Task brief
Report each line of the data that contains the string "numbered".
____ Record excerpts
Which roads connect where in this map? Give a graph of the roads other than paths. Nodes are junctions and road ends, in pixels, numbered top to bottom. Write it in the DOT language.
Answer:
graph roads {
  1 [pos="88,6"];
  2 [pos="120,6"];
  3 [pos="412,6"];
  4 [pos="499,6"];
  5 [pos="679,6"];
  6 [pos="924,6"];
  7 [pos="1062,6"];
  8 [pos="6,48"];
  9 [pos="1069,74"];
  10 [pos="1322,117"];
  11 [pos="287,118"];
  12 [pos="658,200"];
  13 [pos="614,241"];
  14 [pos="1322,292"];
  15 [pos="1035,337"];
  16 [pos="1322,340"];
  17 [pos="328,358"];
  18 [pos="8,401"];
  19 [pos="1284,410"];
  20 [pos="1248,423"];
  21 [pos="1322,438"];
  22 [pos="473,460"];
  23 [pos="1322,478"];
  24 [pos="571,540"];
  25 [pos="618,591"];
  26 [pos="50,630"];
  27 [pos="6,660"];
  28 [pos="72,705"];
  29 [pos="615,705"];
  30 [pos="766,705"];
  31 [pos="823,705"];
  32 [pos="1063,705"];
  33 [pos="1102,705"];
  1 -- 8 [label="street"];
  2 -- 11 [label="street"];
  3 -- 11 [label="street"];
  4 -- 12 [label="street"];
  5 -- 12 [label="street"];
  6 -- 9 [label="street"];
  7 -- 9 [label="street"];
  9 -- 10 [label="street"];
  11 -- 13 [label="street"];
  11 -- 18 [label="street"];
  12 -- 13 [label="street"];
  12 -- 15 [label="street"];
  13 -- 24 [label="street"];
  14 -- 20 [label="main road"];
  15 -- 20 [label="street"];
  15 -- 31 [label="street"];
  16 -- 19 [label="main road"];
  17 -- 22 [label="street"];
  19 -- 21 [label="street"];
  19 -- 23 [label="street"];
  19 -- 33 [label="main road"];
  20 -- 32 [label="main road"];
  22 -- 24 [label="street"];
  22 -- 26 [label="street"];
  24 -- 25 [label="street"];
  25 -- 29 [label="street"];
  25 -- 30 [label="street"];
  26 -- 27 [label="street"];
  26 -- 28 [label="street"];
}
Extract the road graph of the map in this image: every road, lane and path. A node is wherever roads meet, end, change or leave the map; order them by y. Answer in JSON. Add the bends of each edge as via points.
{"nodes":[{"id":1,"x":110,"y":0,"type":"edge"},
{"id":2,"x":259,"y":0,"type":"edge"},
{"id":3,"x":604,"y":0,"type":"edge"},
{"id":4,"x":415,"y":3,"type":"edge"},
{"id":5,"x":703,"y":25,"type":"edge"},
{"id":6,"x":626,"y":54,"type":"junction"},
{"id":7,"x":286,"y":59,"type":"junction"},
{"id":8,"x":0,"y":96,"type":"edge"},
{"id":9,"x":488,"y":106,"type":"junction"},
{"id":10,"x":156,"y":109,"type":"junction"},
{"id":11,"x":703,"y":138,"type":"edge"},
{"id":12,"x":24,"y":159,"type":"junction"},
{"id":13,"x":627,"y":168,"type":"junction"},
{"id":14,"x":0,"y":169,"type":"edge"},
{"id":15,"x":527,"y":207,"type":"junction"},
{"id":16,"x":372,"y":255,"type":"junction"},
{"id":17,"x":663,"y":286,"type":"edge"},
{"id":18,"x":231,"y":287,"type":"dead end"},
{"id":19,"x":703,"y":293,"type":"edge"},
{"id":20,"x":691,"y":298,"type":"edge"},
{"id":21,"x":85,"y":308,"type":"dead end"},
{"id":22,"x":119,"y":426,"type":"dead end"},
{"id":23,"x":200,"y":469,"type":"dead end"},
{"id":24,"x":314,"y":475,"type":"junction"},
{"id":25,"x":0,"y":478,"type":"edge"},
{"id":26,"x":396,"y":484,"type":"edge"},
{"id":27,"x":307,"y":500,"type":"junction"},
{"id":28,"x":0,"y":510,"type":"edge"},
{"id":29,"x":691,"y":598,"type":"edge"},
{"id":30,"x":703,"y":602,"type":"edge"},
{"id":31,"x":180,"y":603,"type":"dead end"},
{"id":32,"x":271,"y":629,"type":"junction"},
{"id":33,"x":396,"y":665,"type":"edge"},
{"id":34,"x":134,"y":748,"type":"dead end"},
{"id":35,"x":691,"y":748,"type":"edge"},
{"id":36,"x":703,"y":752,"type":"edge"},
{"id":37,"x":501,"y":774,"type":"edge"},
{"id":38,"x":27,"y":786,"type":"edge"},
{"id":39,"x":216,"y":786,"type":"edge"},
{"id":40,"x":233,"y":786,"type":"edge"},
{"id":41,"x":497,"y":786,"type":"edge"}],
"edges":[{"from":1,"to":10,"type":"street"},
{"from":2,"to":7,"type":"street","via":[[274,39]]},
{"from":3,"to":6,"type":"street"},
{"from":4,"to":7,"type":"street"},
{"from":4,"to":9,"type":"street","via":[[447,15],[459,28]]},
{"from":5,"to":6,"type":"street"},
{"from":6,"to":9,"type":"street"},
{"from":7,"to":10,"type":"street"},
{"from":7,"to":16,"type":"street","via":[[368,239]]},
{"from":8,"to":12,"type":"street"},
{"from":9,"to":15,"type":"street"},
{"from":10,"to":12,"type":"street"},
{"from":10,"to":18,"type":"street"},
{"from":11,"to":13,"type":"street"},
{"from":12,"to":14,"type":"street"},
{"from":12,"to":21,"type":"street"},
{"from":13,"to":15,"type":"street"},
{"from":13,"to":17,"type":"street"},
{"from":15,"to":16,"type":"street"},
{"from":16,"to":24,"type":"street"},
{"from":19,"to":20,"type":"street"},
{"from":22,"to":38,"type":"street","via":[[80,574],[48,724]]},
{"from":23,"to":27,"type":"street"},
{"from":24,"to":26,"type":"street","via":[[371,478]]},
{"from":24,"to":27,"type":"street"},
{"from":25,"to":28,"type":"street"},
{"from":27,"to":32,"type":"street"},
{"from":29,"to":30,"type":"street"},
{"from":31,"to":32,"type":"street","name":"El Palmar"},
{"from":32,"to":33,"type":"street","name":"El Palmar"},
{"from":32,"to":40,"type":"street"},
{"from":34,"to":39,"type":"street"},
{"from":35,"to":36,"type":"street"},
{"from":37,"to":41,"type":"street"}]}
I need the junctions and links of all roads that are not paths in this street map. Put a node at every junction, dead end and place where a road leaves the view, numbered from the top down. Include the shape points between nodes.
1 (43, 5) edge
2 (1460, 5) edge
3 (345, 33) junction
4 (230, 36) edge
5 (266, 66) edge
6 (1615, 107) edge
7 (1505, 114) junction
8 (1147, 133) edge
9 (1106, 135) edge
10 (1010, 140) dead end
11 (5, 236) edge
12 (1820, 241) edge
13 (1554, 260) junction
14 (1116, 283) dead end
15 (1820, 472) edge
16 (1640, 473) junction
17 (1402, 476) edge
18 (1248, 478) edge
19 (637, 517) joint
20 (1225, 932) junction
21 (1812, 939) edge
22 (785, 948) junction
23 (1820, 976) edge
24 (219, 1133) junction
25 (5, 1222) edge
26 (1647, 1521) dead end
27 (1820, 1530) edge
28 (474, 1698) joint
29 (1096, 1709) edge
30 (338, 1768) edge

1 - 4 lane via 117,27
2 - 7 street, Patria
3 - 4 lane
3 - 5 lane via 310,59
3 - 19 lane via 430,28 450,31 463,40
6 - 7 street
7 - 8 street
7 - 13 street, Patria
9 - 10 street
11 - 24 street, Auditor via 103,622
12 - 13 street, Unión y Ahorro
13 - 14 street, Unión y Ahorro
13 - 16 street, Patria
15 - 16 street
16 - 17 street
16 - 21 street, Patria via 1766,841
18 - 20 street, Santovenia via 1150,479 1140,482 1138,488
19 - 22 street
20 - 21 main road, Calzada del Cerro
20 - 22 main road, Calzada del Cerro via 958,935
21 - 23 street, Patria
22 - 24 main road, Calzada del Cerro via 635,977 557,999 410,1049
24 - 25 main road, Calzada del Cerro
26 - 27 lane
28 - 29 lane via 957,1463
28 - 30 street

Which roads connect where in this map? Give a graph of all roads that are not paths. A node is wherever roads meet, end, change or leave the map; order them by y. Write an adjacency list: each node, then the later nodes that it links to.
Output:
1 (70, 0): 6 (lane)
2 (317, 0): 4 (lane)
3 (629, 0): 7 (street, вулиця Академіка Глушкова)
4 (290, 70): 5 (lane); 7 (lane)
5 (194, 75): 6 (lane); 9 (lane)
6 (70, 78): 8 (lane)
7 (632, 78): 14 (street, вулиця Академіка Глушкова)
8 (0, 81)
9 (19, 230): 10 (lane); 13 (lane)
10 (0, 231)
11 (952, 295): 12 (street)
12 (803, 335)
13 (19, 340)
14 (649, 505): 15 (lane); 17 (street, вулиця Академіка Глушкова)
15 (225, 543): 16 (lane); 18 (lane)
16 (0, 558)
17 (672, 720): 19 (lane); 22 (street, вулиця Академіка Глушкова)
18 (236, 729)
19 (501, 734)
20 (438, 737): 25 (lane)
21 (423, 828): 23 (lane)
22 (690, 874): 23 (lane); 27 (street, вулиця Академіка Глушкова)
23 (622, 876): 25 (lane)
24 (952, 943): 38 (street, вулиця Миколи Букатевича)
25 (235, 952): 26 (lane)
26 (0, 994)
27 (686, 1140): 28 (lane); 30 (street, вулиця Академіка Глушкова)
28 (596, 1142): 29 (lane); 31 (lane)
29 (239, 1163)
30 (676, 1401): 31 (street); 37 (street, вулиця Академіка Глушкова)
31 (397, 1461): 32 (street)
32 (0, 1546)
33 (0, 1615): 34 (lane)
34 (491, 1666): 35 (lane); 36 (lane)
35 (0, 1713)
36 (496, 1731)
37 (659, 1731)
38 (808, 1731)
________
Answer for the task
Which roads connect where in this map? Give a graph of the roads other than paths. Nodes are junctions and road ends, in pixels, numbered top to bottom. Write it in the DOT language.
I need the junctions and links of all roads that are not paths in this street map. Put a node at every junction, dead end and place where a road leaves the view, numbered from the top down. Include the shape points between nodes.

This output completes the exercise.